WORK REQUEST: Copy all the lines of the data that include the word "paths".

Data extracted from a collection:
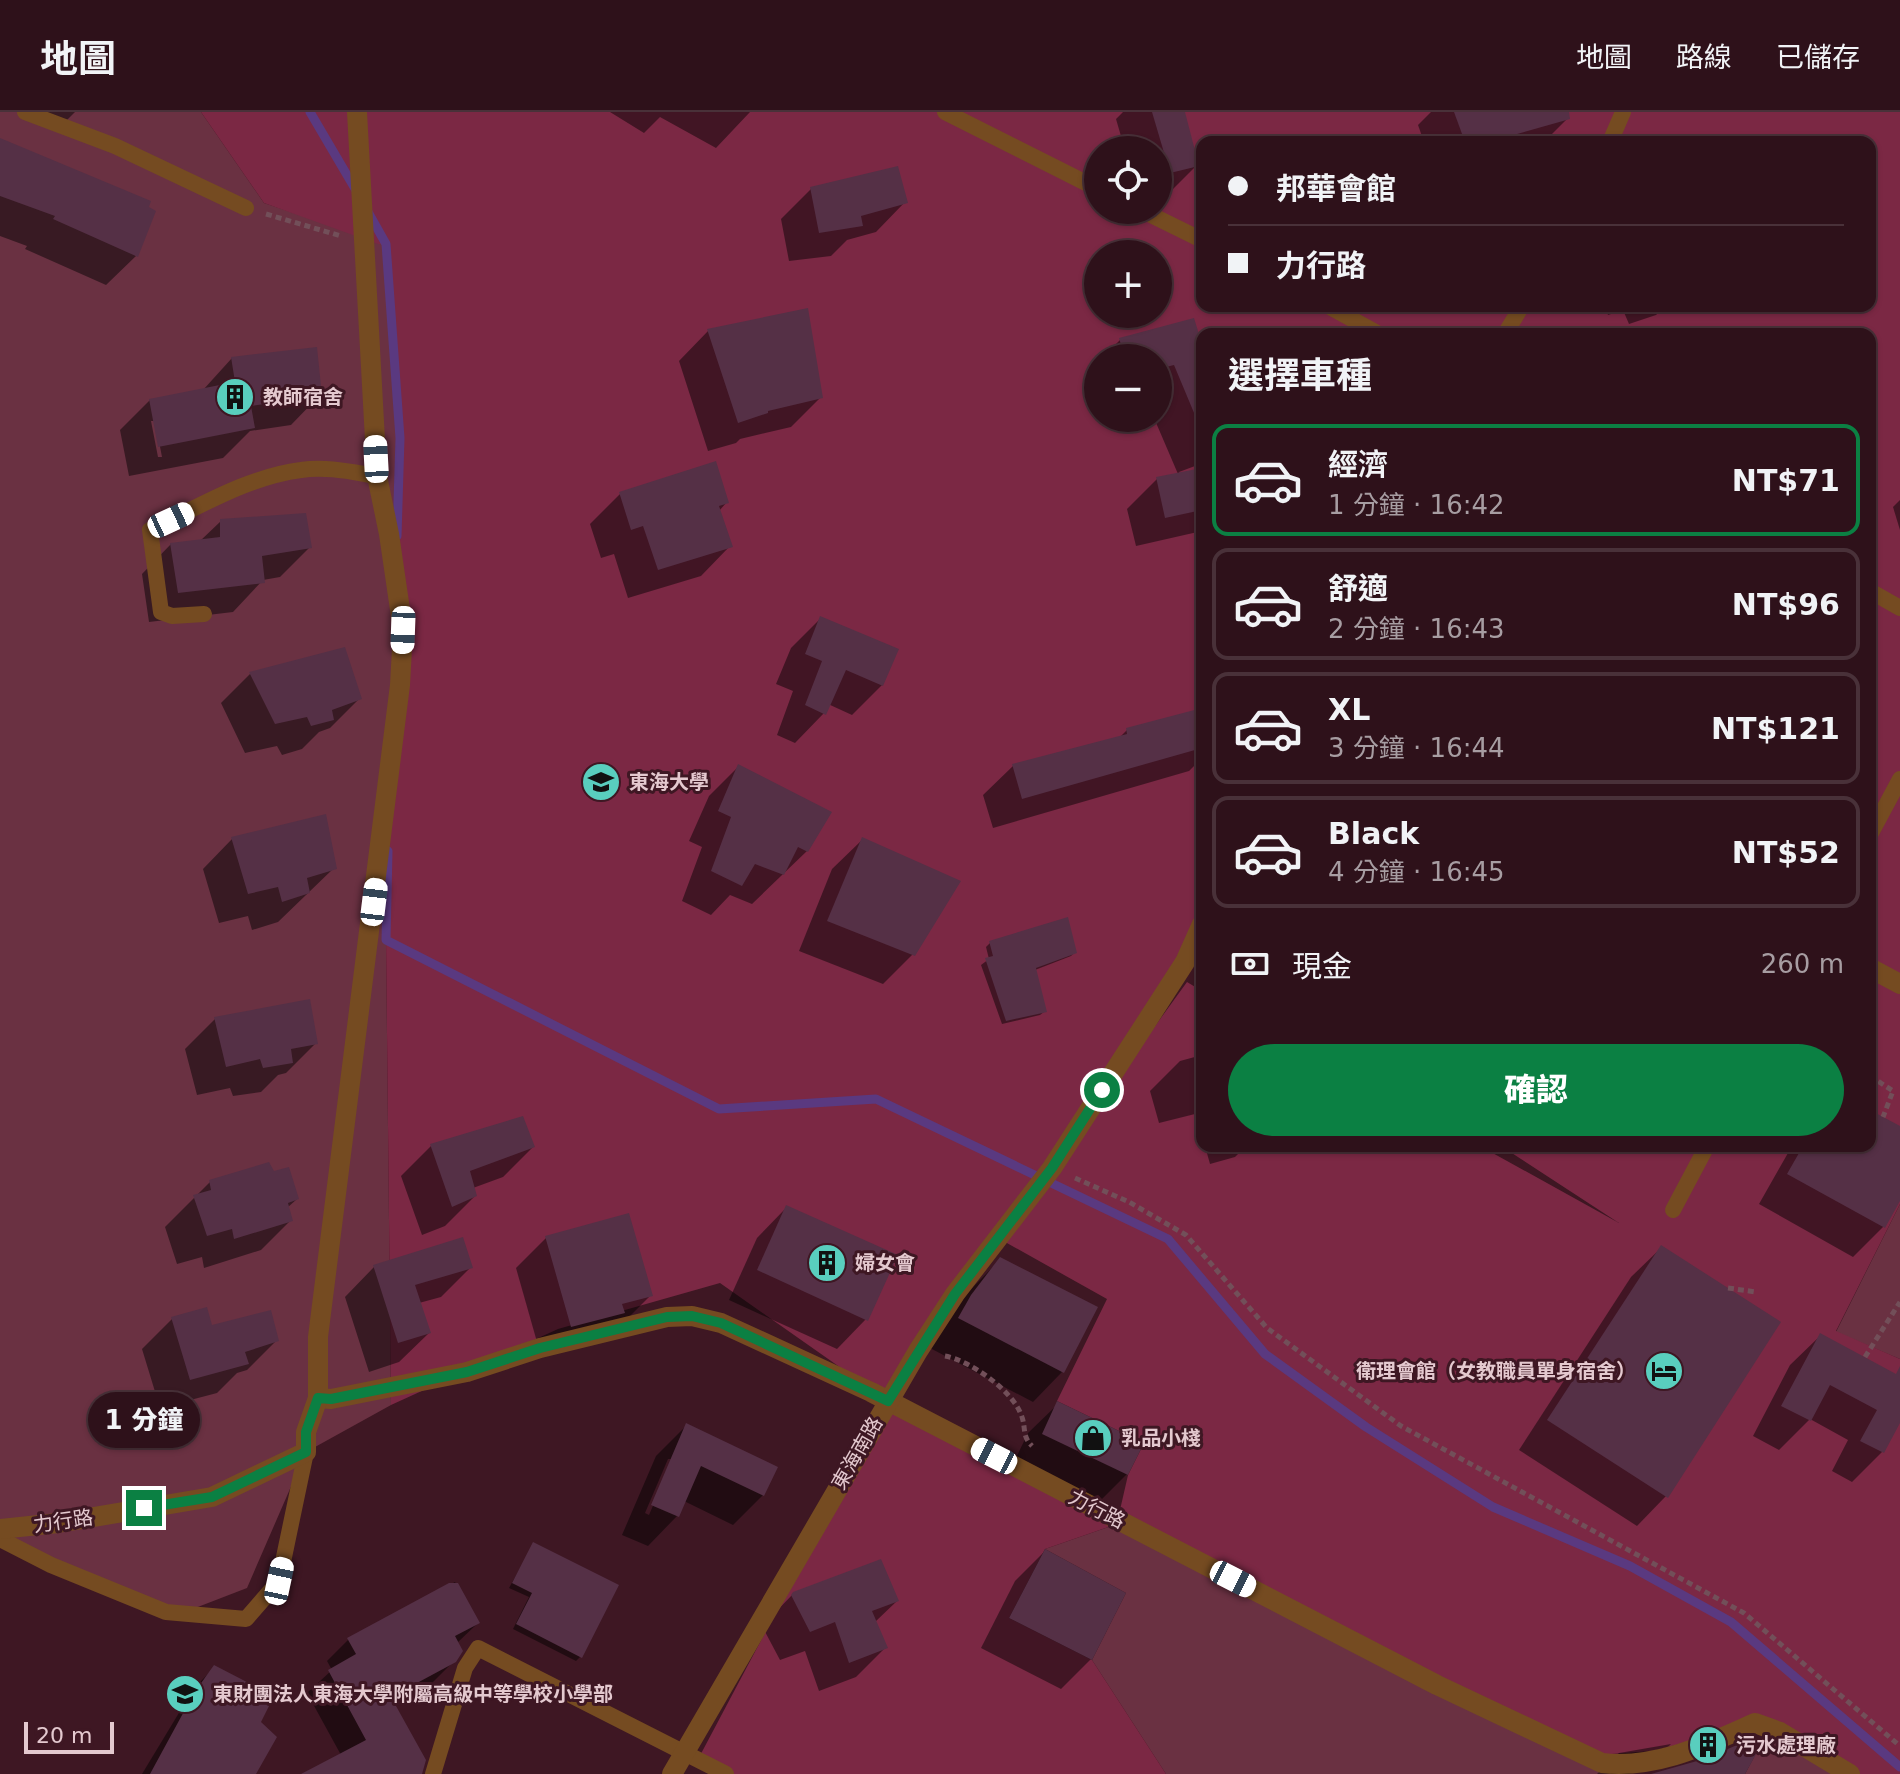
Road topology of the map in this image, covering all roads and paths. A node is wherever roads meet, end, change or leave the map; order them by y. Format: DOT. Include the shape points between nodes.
graph roads {
  1 [pos="25,112"];
  2 [pos="357,112"];
  3 [pos="945,112"];
  4 [pos="1623,112"];
  5 [pos="1613,136"];
  6 [pos="1084,182"];
  7 [pos="246,208"];
  8 [pos="1169,224"];
  9 [pos="1196,237"];
  10 [pos="364,244"];
  11 [pos="1339,312"];
  12 [pos="1368,328"];
  13 [pos="377,476"];
  14 [pos="1876,594"];
  15 [pos="1900,608"];
  16 [pos="204,614"];
  17 [pos="1900,779"];
  18 [pos="1876,824"];
  19 [pos="1196,937"];
  20 [pos="1876,971"];
  21 [pos="1900,984"];
  22 [pos="1876,1080"];
  23 [pos="1883,1117"];
  24 [pos="1704,1152"];
  25 [pos="1052,1168"];
  26 [pos="1673,1210"];
  27 [pos="1728,1288"];
  28 [pos="1756,1292"];
  29 [pos="1900,1302"];
  30 [pos="918,1351"];
  31 [pos="1865,1357"];
  32 [pos="318,1398"];
  33 [pos="888,1401"];
  34 [pos="1036,1450"];
  35 [pos="306,1452"];
  36 [pos="0,1529"];
  37 [pos="0,1539"];
  38 [pos="1900,1746"];
  39 [pos="684,1751"];
  40 [pos="433,1774"];
  41 [pos="672,1774"];
  42 [pos="726,1774"];
  43 [pos="1850,1774"];
  1 -- 7 [label="lane" via="115,146"];
  2 -- 10 [label="street"];
  3 -- 6 [label="lane"];
  4 -- 5 [label="lane"];
  7 -- 10 [label="path"];
  8 -- 9 [label="lane"];
  10 -- 13 [label="street"];
  11 -- 12 [label="lane"];
  13 -- 16 [label="lane" via="318,469 254,480 150,530 161,612"];
  13 -- 32 [label="street" via="403,630 400,685 318,1337"];
  14 -- 15 [label="lane"];
  17 -- 18 [label="lane"];
  19 -- 25 [label="street, 東海南路"];
  20 -- 21 [label="street"];
  22 -- 23 [label="path" via="1893,1091"];
  24 -- 26 [label="lane"];
  25 -- 30 [label="street, 東海南路"];
  25 -- 38 [label="path" via="1129,1202 1186,1235 1267,1328 1401,1426 1744,1613"];
  27 -- 28 [label="path"];
  29 -- 31 [label="path"];
  30 -- 33 [label="street, 東海南路"];
  30 -- 34 [label="path" via="961,1359 1000,1387 1022,1415 1025,1438"];
  32 -- 33 [label="street, 力行路" via="467,1372 540,1348 667,1317 692,1316 721,1323"];
  32 -- 35 [label="street" via="306,1432"];
  33 -- 39 [label="street, 東海南路"];
  33 -- 43 [label="street, 力行路" via="1437,1685 1602,1763 1627,1766 1682,1755 1755,1723"];
  35 -- 36 [label="street, 力行路" via="212,1497"];
  35 -- 37 [label="lane" via="279,1581 246,1619 166,1612"];
  39 -- 40 [label="lane" via="478,1648 465,1668"];
  39 -- 41 [label="street, 東海南路"];
  39 -- 42 [label="lane"];
}
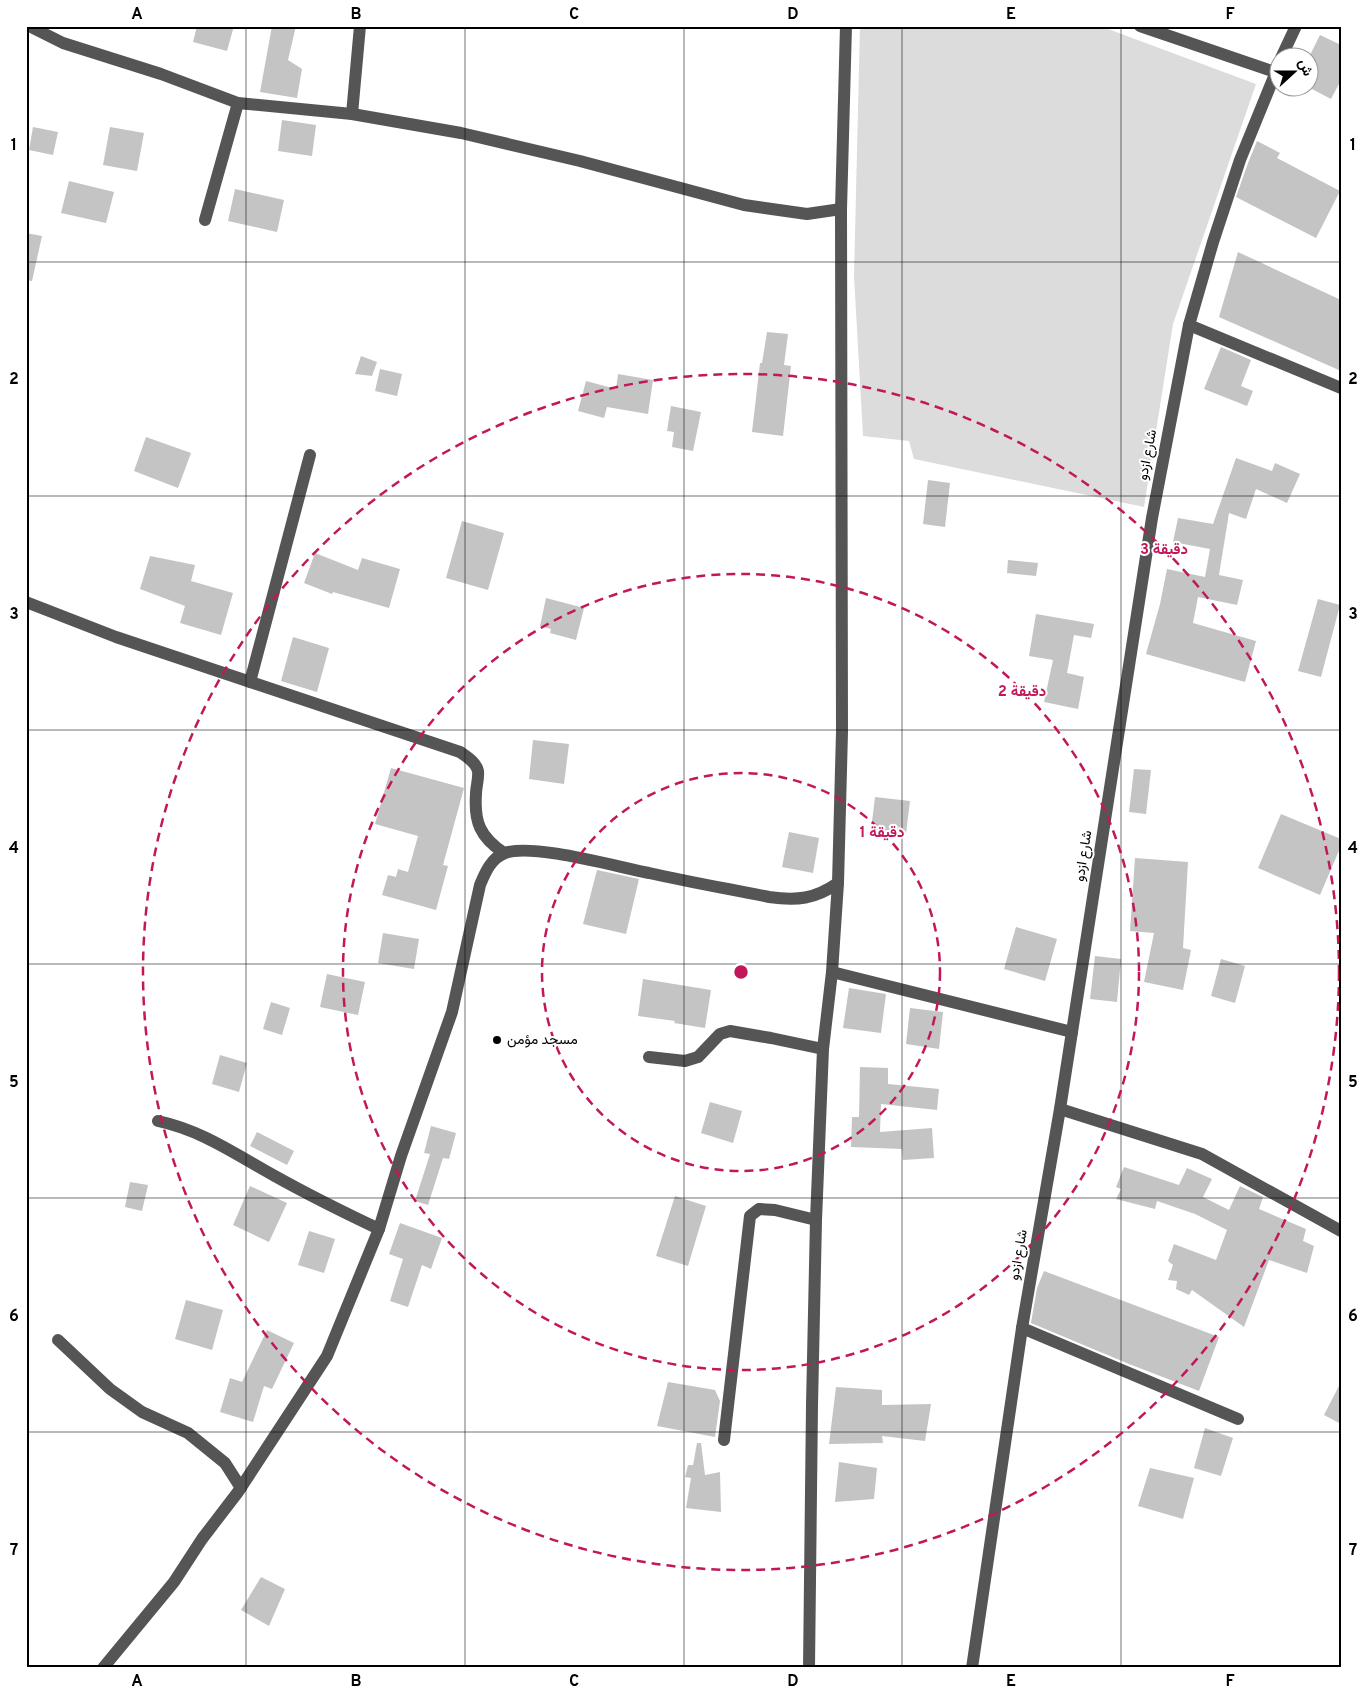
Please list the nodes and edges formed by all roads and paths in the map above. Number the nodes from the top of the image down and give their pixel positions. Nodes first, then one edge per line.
1 (29, 26) edge
2 (360, 26) edge
3 (846, 26) edge
4 (1140, 26) edge
5 (1296, 26) edge
6 (1286, 48) edge
7 (1270, 65) edge
8 (1270, 85) edge
9 (238, 103) junction
10 (352, 114) junction
11 (841, 209) junction
12 (206, 220) dead end
13 (1189, 325) junction
14 (1341, 388) edge
15 (310, 455) dead end
16 (26, 602) edge
17 (250, 682) junction
18 (504, 853) junction
19 (838, 883) junction
20 (832, 972) junction
21 (1072, 1032) junction
22 (823, 1049) junction
23 (649, 1057) dead end
24 (1060, 1109) junction
25 (158, 1121) dead end
26 (816, 1220) junction
27 (379, 1229) junction
28 (1341, 1230) edge
29 (1022, 1328) junction
30 (58, 1340) dead end
31 (1238, 1419) dead end
32 (724, 1440) dead end
33 (241, 1488) junction
34 (103, 1668) edge
35 (809, 1668) edge
36 (972, 1668) edge

1 - 9 street
2 - 10 street
3 - 11 street
4 - 7 street
5 - 6 street
8 - 13 street, شارع ازدو
9 - 10 street
9 - 12 street
10 - 11 street
11 - 19 street
13 - 14 street
13 - 21 street, شارع ازدو
15 - 17 street
16 - 17 street
17 - 18 street
18 - 19 street
18 - 27 street
19 - 20 street
20 - 21 street
20 - 22 street
21 - 24 street, شارع ازدو
22 - 23 street
22 - 26 street
24 - 28 street
24 - 29 street, شارع ازدو
25 - 27 street
26 - 32 street
26 - 35 street
27 - 33 street
29 - 31 street
29 - 36 street, شارع ازدو
30 - 33 street
33 - 34 street

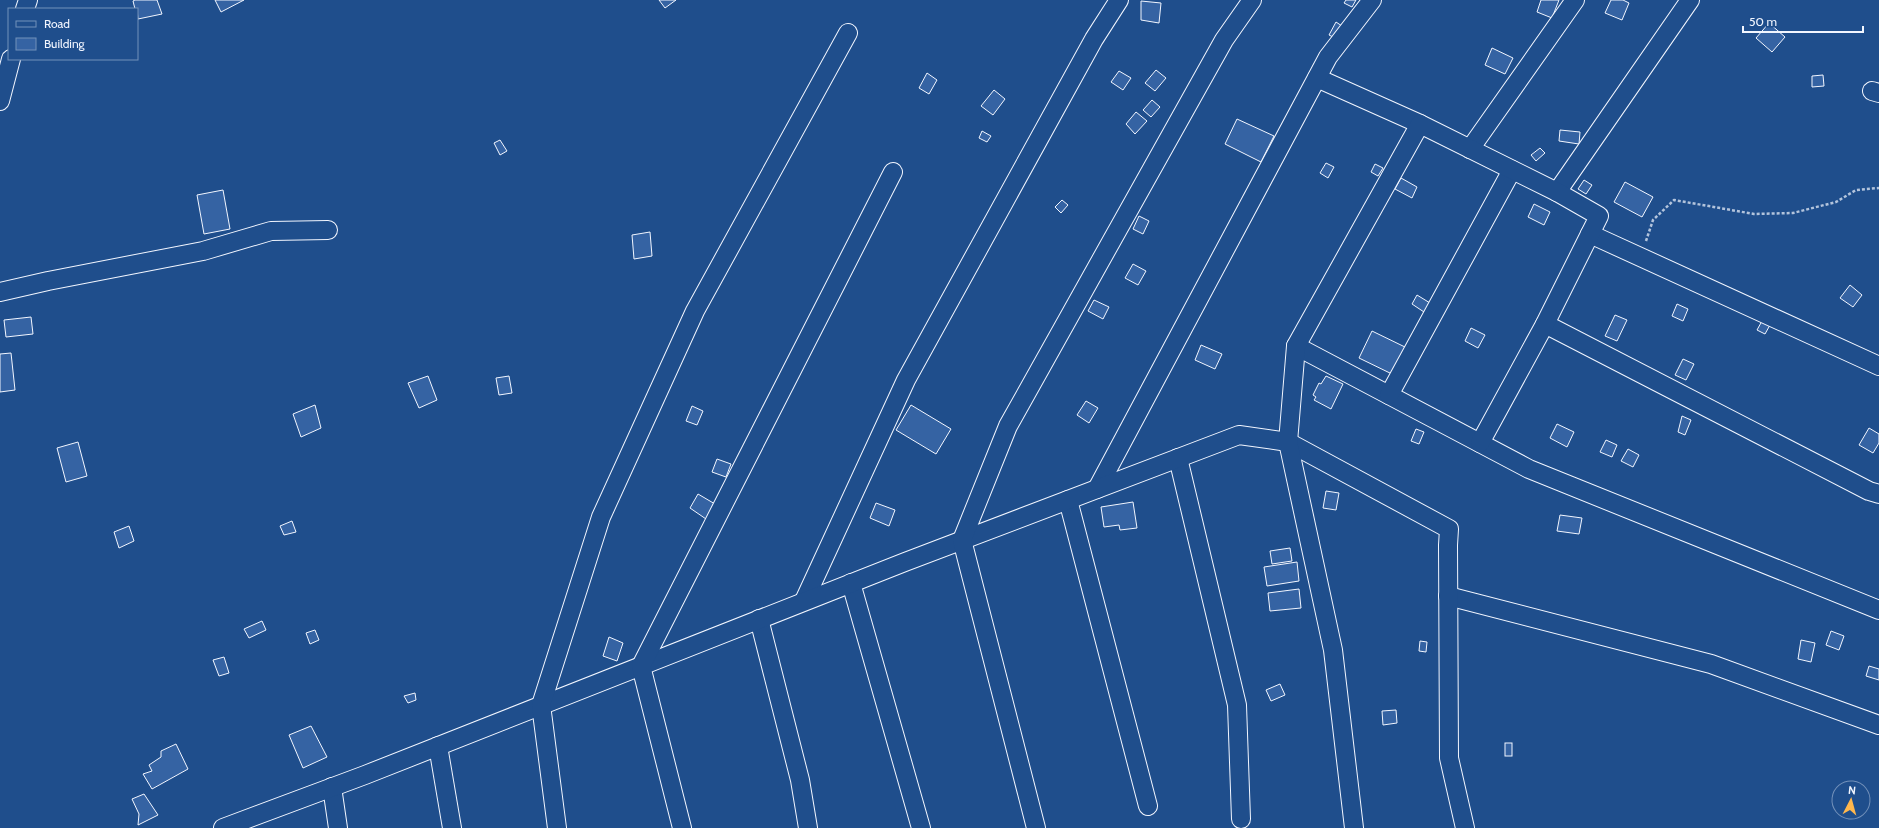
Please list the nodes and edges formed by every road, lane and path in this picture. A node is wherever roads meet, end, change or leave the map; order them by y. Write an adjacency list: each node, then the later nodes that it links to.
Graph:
1 (1118, 0): 33 (street)
2 (1252, 0): 30 (street)
3 (1372, 0): 8 (street)
4 (1575, 0): 11 (street)
5 (1690, 0): 15 (street)
6 (848, 33): 37 (street)
7 (11, 60): 9 (street)
8 (1317, 78): 10 (street); 27 (street)
9 (0, 101)
10 (1420, 124): 11 (street); 21 (street)
11 (1470, 149): 12 (street)
12 (1512, 170): 15 (street); 23 (street)
13 (893, 172): 36 (street)
14 (1879, 188): 18 (path)
15 (1557, 192): 17 (street)
16 (328, 230): 19 (street)
17 (1590, 234): 18 (street); 20 (street)
18 (1641, 256): 22 (street)
19 (0, 292)
20 (1545, 324): 25 (street); 28 (street)
21 (1296, 346): 23 (street); 24 (street)
22 (1879, 366)
23 (1389, 395): 25 (street)
24 (1288, 442): 26 (street); 32 (street); 51 (street)
25 (1480, 443): 34 (street)
26 (1178, 458): 27 (street); 42 (street)
27 (1097, 488): 29 (street)
28 (1879, 494)
29 (1068, 500): 30 (street); 41 (street)
30 (962, 540): 31 (street); 50 (street)
31 (851, 583): 33 (street); 49 (street)
32 (1448, 596): 38 (street); 52 (street)
33 (804, 601): 35 (street)
34 (1879, 610)
35 (759, 619): 36 (street); 48 (street)
36 (641, 666): 37 (street); 47 (street)
37 (541, 705): 39 (street); 46 (street)
38 (1879, 725)
39 (438, 746): 40 (street); 45 (street)
40 (332, 787): 43 (street); 44 (street)
41 (1148, 806)
42 (1241, 819)
43 (223, 828)
44 (338, 828)
45 (452, 828)
46 (557, 828)
47 (682, 828)
48 (808, 828)
49 (921, 828)
50 (1036, 828)
51 (1354, 828)
52 (1466, 828)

ANSWER TO THIS PROBLEM:
Road topology of the map in this image, covering all roads and paths. A node is wherever roads meet, end, change or leave the map; order them by y. Format: DOT. Include the shape points between nodes.
Please list the nodes and edges formed by all roads and paths in the map above. Number the nodes from the top of the image down and give their pixel positions. Nodes first, then one edge per line.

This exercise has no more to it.